To convert a C-string representation of a number to corresponding types you may use functions from the standard C library, such as atoi() (converts to int), atof() (to double) and so on.

OTHER TIPS

I guess you want to access "attribute" value, so do something like ...

cout << "Name of my first node is: " << doc.first_node()->name() << "\n";

xml_node<> *node = doc.first_node("foobar");

cout << "Node foobar has value " << node->value() << "\n";

for (xml_attribute<> *attr = node->first_attribute(); attr; attr = attr->next_attribute())

{ cout << "Node foobar has attribute " << attr->name() << " ";

cout << "with value " << attr->value() << "\n";

}

And also have a look at rapidXML tutorial...

http://rapidxml.sourceforge.net/manual.html its easy!

Someone correct me if I'm wrong, I believe RapidXML will only give you values as some form of string due to its in-place parsing nature. The class templating might be for handling char vs wide char or something like that, I don't know, I only use char.
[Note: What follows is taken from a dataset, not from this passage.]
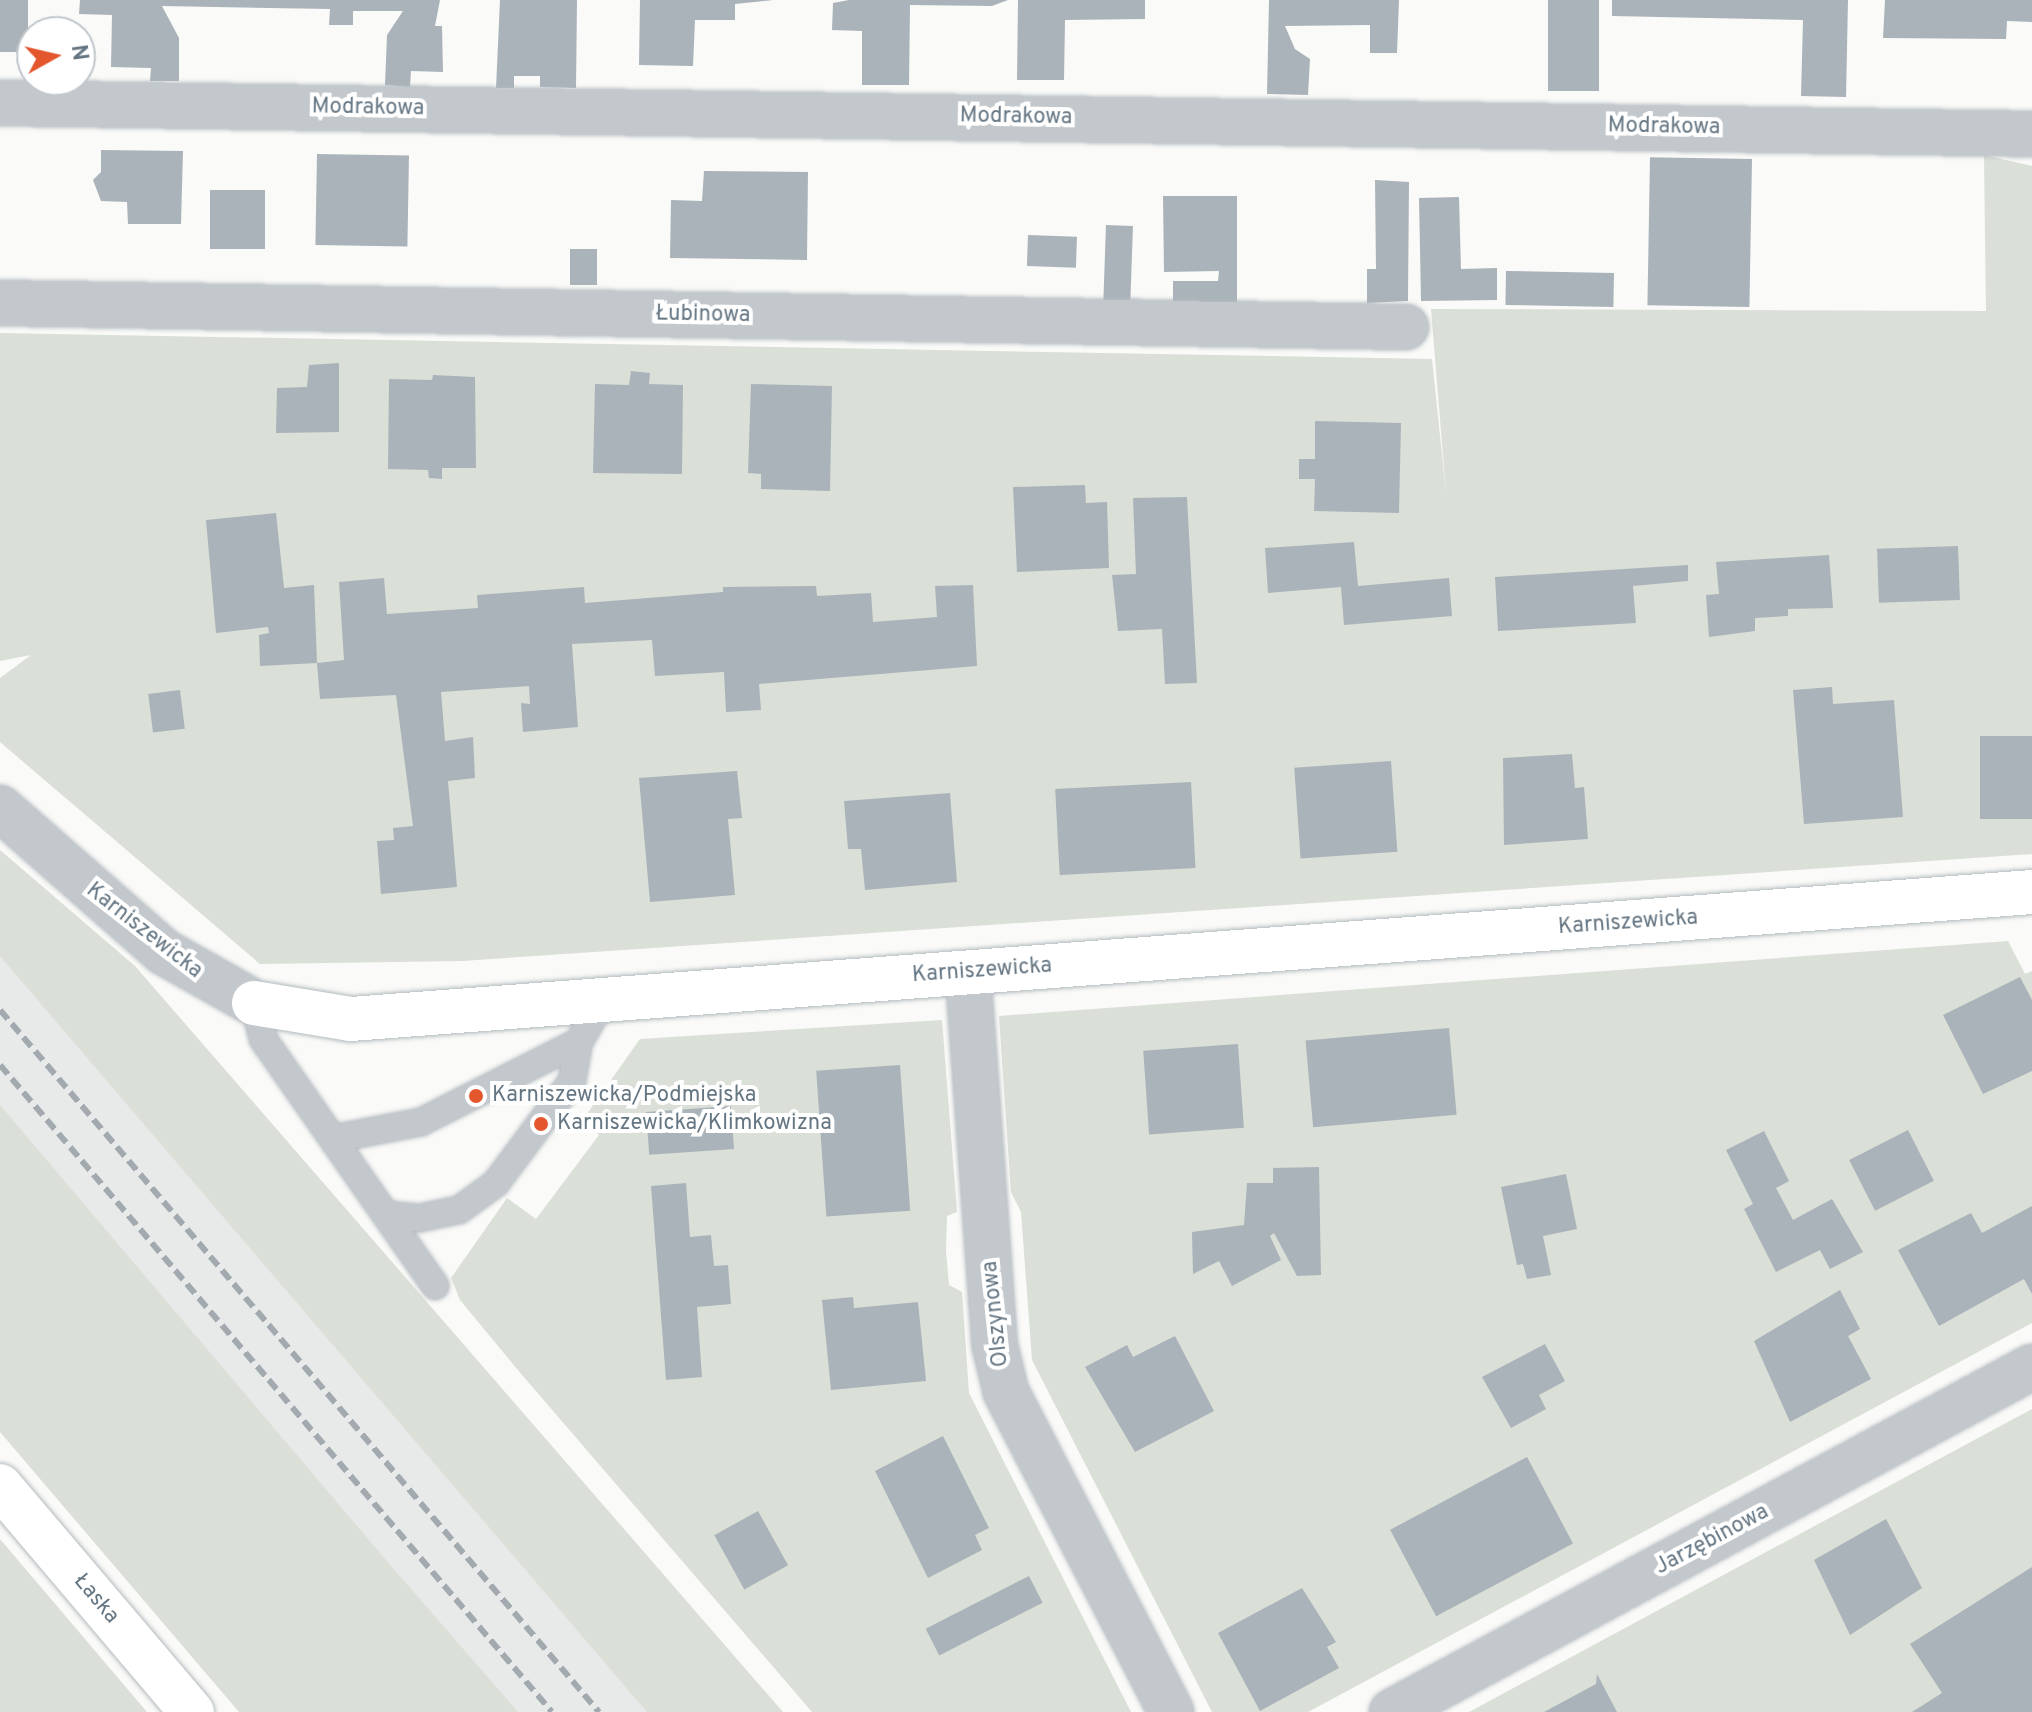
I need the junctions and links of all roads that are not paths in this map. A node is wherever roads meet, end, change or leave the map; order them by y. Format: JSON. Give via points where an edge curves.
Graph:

What I did to handle extracting values was to add a helper class to rapidxml_utils.hpp (could really have put it anywhere but it made sense there) with some static functions to parse a xml node or attribute to a value (or a default value if it doesn't parse).

These helpers have allowed me to do stuff like:

    int Height = xml_helper::GetNodeInt(cur_node->first_node("Height"), 48);
    int Width = xml_helper::GetNodeInt(cur_node->first_attribute("Width"), 128);

In your case you might use my helper class like this:

      //Line which results in error (altered to use my helper class, if node absent or not parse as integer uses zero)
      std::cout << xml_helper::GetNodeInt(node, 0)*10 << std::endl;

My helper class looks like this (I used sscanf to get some level of validation):

class xml_helper
{
public:
    // a couple little helpers, lets you do this:
    // int Height = xml_helper::GetNodeInt(cur_node->first_node("Height"), 48);
    // int Width = xml_helper::GetNodeInt(cur_node->first_node("Width"), 128);
    static int GetNodeInt(rapidxml::xml_base<>* node, int DefaultValue)
    {
        int temp;
        try
        {
            if (node == 0) return DefaultValue;
            if (sscanf(node->value(), "%d", &temp) != 1) return DefaultValue;
            return temp;
            //return atoi(node->value());
        }
        catch (...) { return DefaultValue; }
    }

    static unsigned int GetNodeUInt(rapidxml::xml_base<>* node, unsigned int DefaultValue)
    {
        unsigned int temp;
        try
        {
            if (node == 0) return DefaultValue;
            if (sscanf(node->value(), "%u", &temp) != 1) return DefaultValue;
            return temp;
            //return strtoul(node->value(), NULL, 0);
        }
        catch (...) { return DefaultValue; }
    }

    static long long GetNodeLL(rapidxml::xml_base<>* node, long long DefaultValue)
    {
        long long temp;
        try
        {
            if (node == 0) return DefaultValue;
            if (sscanf(node->value(), "%lld", &temp) != 1) return DefaultValue; //C99 covers %lld
            return temp;
            //return strtoll(node->value(), NULL, 0); //C++11, could use _strtoi64 in VS until then?
        }
        catch (...) { return DefaultValue; }
    }

    static double GetNodeDouble(rapidxml::xml_base<>* node, double DefaultValue)
    {
        double temp;
        try
        {
            if (node == 0) return DefaultValue;
            if (sscanf(node->value(), "%lf", &temp) != 1) return DefaultValue; // could use strtod
            return temp;
        }
        catch (...) { return DefaultValue; }
    }

    static std::string GetNodeStr(rapidxml::xml_base<>* node, std::string DefaultValue)
    {
        try
        {
            if (node == 0) return DefaultValue;
            return node->value();
        }
        catch (...) { return DefaultValue; }
    }
};

Hopefully this may be helpful to you or someone else using rapidxml and needing a quick way to get integers, doubles, or whatever out of nodes. It can certainly be expanded to other types, I only have types I've needed so far in there now, but you get the gist of it.